Monday, 9 March 2009

Intimidated...

I have suddenly come over all intimidated
and feeling pretty inadequate...
It's no-one's fault really, apart from mine...
I should know better than to compare myself to others. Big mistake.

As a result I now stupidly feel like I'm a lesser mother...

...for just trying to get through the day without too many mishaps; for trying to just 'survive'...
...for letting my kids eat meals in front of the TV much of the time
...for my uselessness when it comes to housekeeping
...for my inability to be consistent with my own boundaries
...for sucking big time at praying and fasting for my brood
...all too often for my lack of gentleness and kindness
...for my impatience and intolerance
...for even sending my kids to school, and not being able to cope with them being under one roof all at once for more than 5 minutes...! Seriously, shouldn't I enjoy them and be grateful for every minute with them?? Instead I find myself craving my own space way too much and resenting them being there when they're ill, or on holiday... When they 'shouldn't be' there...
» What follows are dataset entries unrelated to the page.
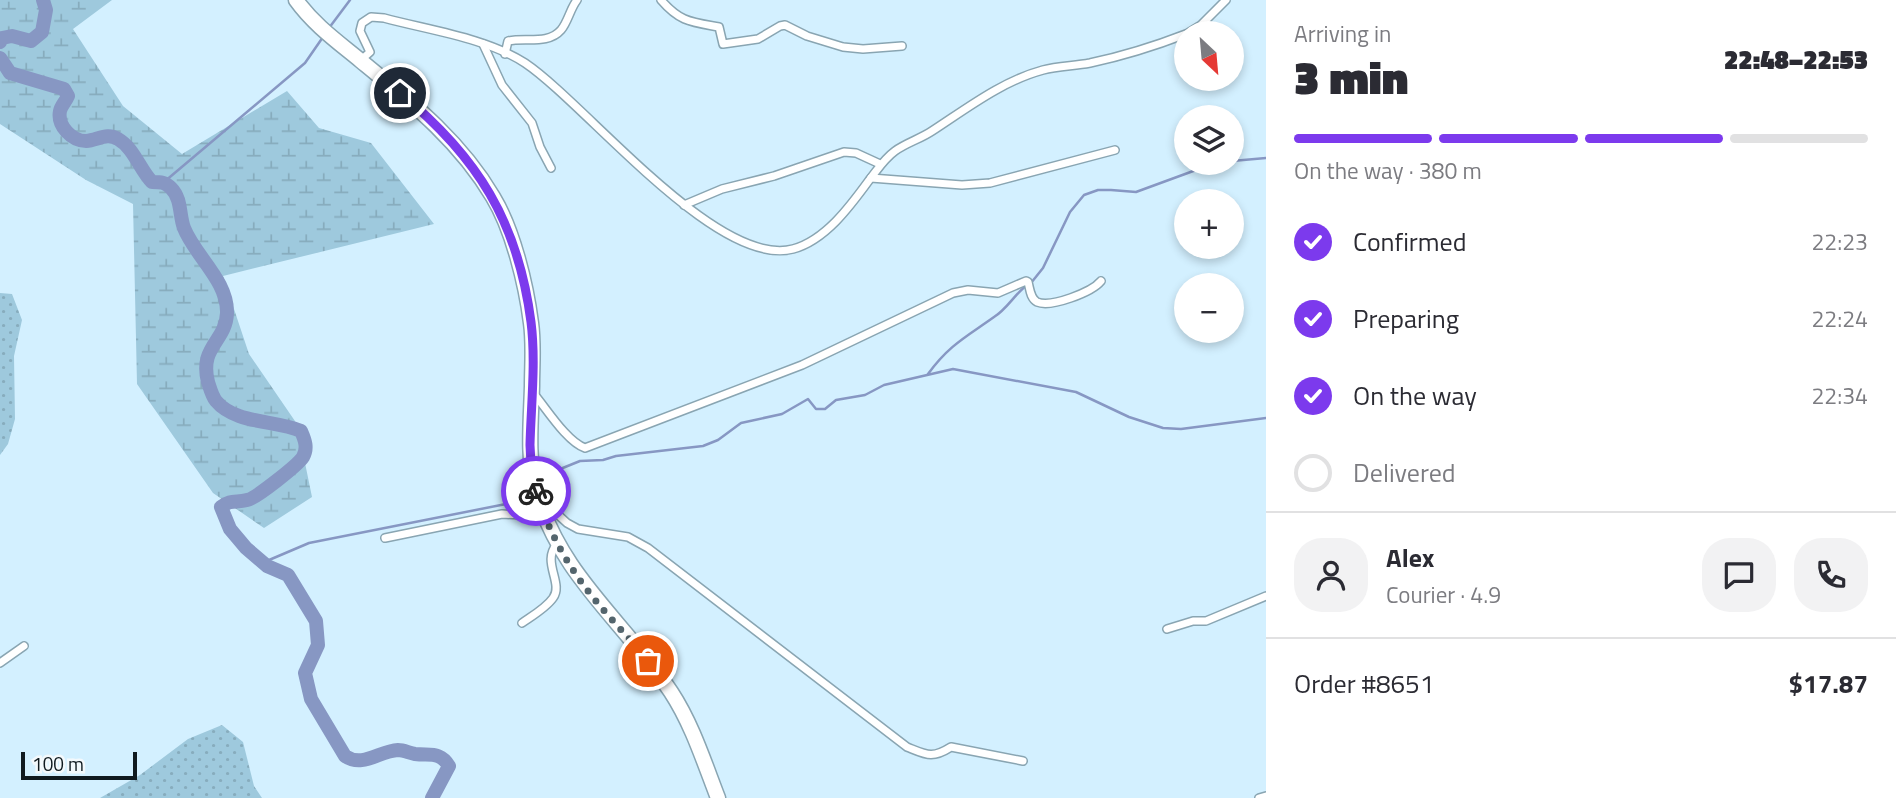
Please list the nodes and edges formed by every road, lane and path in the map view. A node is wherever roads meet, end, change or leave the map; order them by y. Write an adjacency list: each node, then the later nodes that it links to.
1 (296, 0): 10 (highway)
2 (576, 0): 9 (street)
3 (661, 0): 8 (street)
4 (1226, 0): 5 (street)
5 (1205, 21)
6 (1174, 39): 12 (street)
7 (483, 44): 9 (street); 10 (street); 13 (street)
8 (902, 46)
9 (505, 54): 15 (street)
10 (360, 61): 17 (highway)
11 (1115, 150): 14 (street)
12 (880, 164): 14 (street); 15 (street)
13 (551, 168)
14 (871, 177): 15 (street)
15 (684, 205)
16 (1101, 281): 17 (street)
17 (531, 391): 18 (highway)
18 (537, 495): 19 (highway); 27 (street)
19 (544, 516): 20 (street); 21 (highway)
20 (385, 538)
21 (557, 544): 23 (street); 29 (highway)
22 (1266, 596): 24 (street)
23 (522, 623)
24 (1167, 629)
25 (24, 646): 26 (street)
26 (0, 663)
27 (1023, 761)
28 (1266, 796): 30 (street)
29 (718, 798)
30 (1259, 798)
So many of you out 'there' are such amazing and godly mothers!!

Ok, so I have 3 kids who all have 'special needs'...
I guess that explains quite a bit of the chaos that I live in.
Also I am single-parenting right now and it's pretty heavy.
But if nothing else, surely I should be continually lifting my eyes to the mountains and acknowledging that my help comes from Him, maker and creator of all things; and petitioning Him for His help, His strength, His grace... And trusting that He will answer, in His way, in His time.....
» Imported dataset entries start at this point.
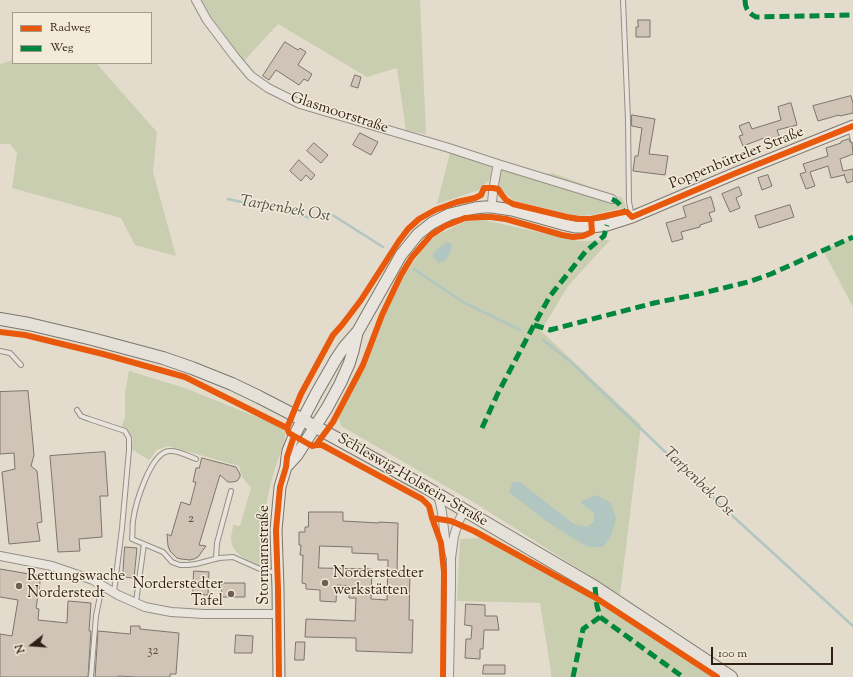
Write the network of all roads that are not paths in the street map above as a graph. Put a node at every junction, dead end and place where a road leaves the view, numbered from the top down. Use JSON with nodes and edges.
{"nodes":[{"id":1,"x":196,"y":0,"type":"edge"},
{"id":2,"x":622,"y":0,"type":"edge"},
{"id":3,"x":851,"y":127,"type":"edge"},
{"id":4,"x":853,"y":140,"type":"edge"},
{"id":5,"x":498,"y":164,"type":"junction"},
{"id":6,"x":612,"y":199,"type":"dead end"},
{"id":7,"x":492,"y":207,"type":"junction"},
{"id":8,"x":632,"y":217,"type":"junction"},
{"id":9,"x":0,"y":319,"type":"edge"},
{"id":10,"x":358,"y":331,"type":"junction"},
{"id":11,"x":0,"y":351,"type":"edge"},
{"id":12,"x":21,"y":366,"type":"dead end"},
{"id":13,"x":78,"y":410,"type":"dead end"},
{"id":14,"x":304,"y":420,"type":"junction"},
{"id":15,"x":315,"y":426,"type":"junction"},
{"id":16,"x":196,"y":459,"type":"dead end"},
{"id":17,"x":286,"y":467,"type":"junction"},
{"id":18,"x":231,"y":491,"type":"dead end"},
{"id":19,"x":438,"y":494,"type":"junction"},
{"id":20,"x":464,"y":510,"type":"junction"},
{"id":21,"x":144,"y":544,"type":"junction"},
{"id":22,"x":0,"y":556,"type":"edge"},
{"id":23,"x":451,"y":558,"type":"junction"},
{"id":24,"x":216,"y":559,"type":"junction"},
{"id":25,"x":277,"y":573,"type":"junction"},
{"id":26,"x":102,"y":585,"type":"junction"},
{"id":27,"x":114,"y":592,"type":"junction"},
{"id":28,"x":136,"y":603,"type":"junction"},
{"id":29,"x":278,"y":614,"type":"junction"},
{"id":30,"x":90,"y":677,"type":"edge"},
{"id":31,"x":279,"y":677,"type":"edge"},
{"id":32,"x":449,"y":677,"type":"edge"},
{"id":33,"x":731,"y":677,"type":"edge"}],
"edges":[{"from":1,"to":5,"type":"street","name":"Glasmoorstraße"},
{"from":2,"to":8,"type":"lane"},
{"from":3,"to":4,"type":"lane"},
{"from":3,"to":8,"type":"main road","name":"Poppenbütteler Straße"},
{"from":5,"to":6,"type":"street","name":"Glasmoorstraße"},
{"from":5,"to":7,"type":"street"},
{"from":7,"to":8,"type":"main road","name":"Poppenbütteler Straße"},
{"from":7,"to":10,"type":"main road","name":"Poppenbütteler Straße"},
{"from":9,"to":14,"type":"main road","name":"Schleswig-Holstein-Straße"},
{"from":10,"to":14,"type":"main road","name":"Poppenbütteler Straße"},
{"from":10,"to":15,"type":"main road","name":"Poppenbütteler Straße"},
{"from":11,"to":12,"type":"lane"},
{"from":13,"to":27,"type":"lane"},
{"from":14,"to":15,"type":"main road","name":"Schleswig-Holstein-Straße"},
{"from":14,"to":17,"type":"main road","name":"Stormarnstraße"},
{"from":15,"to":17,"type":"main road","name":"Stormarnstraße"},
{"from":15,"to":19,"type":"main road","name":"Schleswig-Holstein-Straße"},
{"from":16,"to":21,"type":"lane"},
{"from":17,"to":25,"type":"main road","name":"Stormarnstraße"},
{"from":18,"to":24,"type":"lane"},
{"from":19,"to":20,"type":"main road","name":"Schleswig-Holstein-Straße"},
{"from":19,"to":23,"type":"street"},
{"from":20,"to":23,"type":"street"},
{"from":20,"to":33,"type":"main road","name":"Schleswig-Holstein-Straße"},
{"from":21,"to":24,"type":"lane"},
{"from":21,"to":28,"type":"lane"},
{"from":22,"to":26,"type":"street"},
{"from":23,"to":32,"type":"street"},
{"from":24,"to":25,"type":"lane"},
{"from":25,"to":29,"type":"main road","name":"Stormarnstraße"},
{"from":26,"to":27,"type":"street"},
{"from":26,"to":30,"type":"lane"},
{"from":27,"to":28,"type":"street"},
{"from":28,"to":29,"type":"street"},
{"from":29,"to":31,"type":"main road","name":"Stormarnstraße"}]}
I long - ache, even - to fill my home with laughter, beauty, dancing, singing, praise, joy, peace, godliness.
There is certainly an abundance of love in my home. That: yes.
But the yelling, the fighting, the lack of order, of firm boundaries...??

Oh God - help!
Give me eyes to see You in my life, in my home, in my kids' lives, in my parenting, in my marriage.
Give me the grace to accept that it is in my weakness that your strength is made perfect.

3 comments:

Jessie said...

oh Rachel, we all have these moments in motherhood - and if anyone says different, they're lying! you do a wonderful job and your house, when going through a much less stressful time of life, is full of singing and dancing and laughter - I've seen the video!

You need encouragement, a break and yes, quite possibly more time with your Creator - it creeps up on us all. But don't let Satan tell you those lies!

Katrina said...

My heart aches for you... for all of us mothers out there who are just trying to do our best and are almost always feeling like we're coming up short in some way. I read this post, dear Rachel, soon after you posted it and had no words, except to feel deep down that, "I hear you!" I went away but your words have stuck with me and I have pondered them... and felt them...and so I'm back and still don't know exactly what to say but I wanted you to know that I read them and I understand... with love...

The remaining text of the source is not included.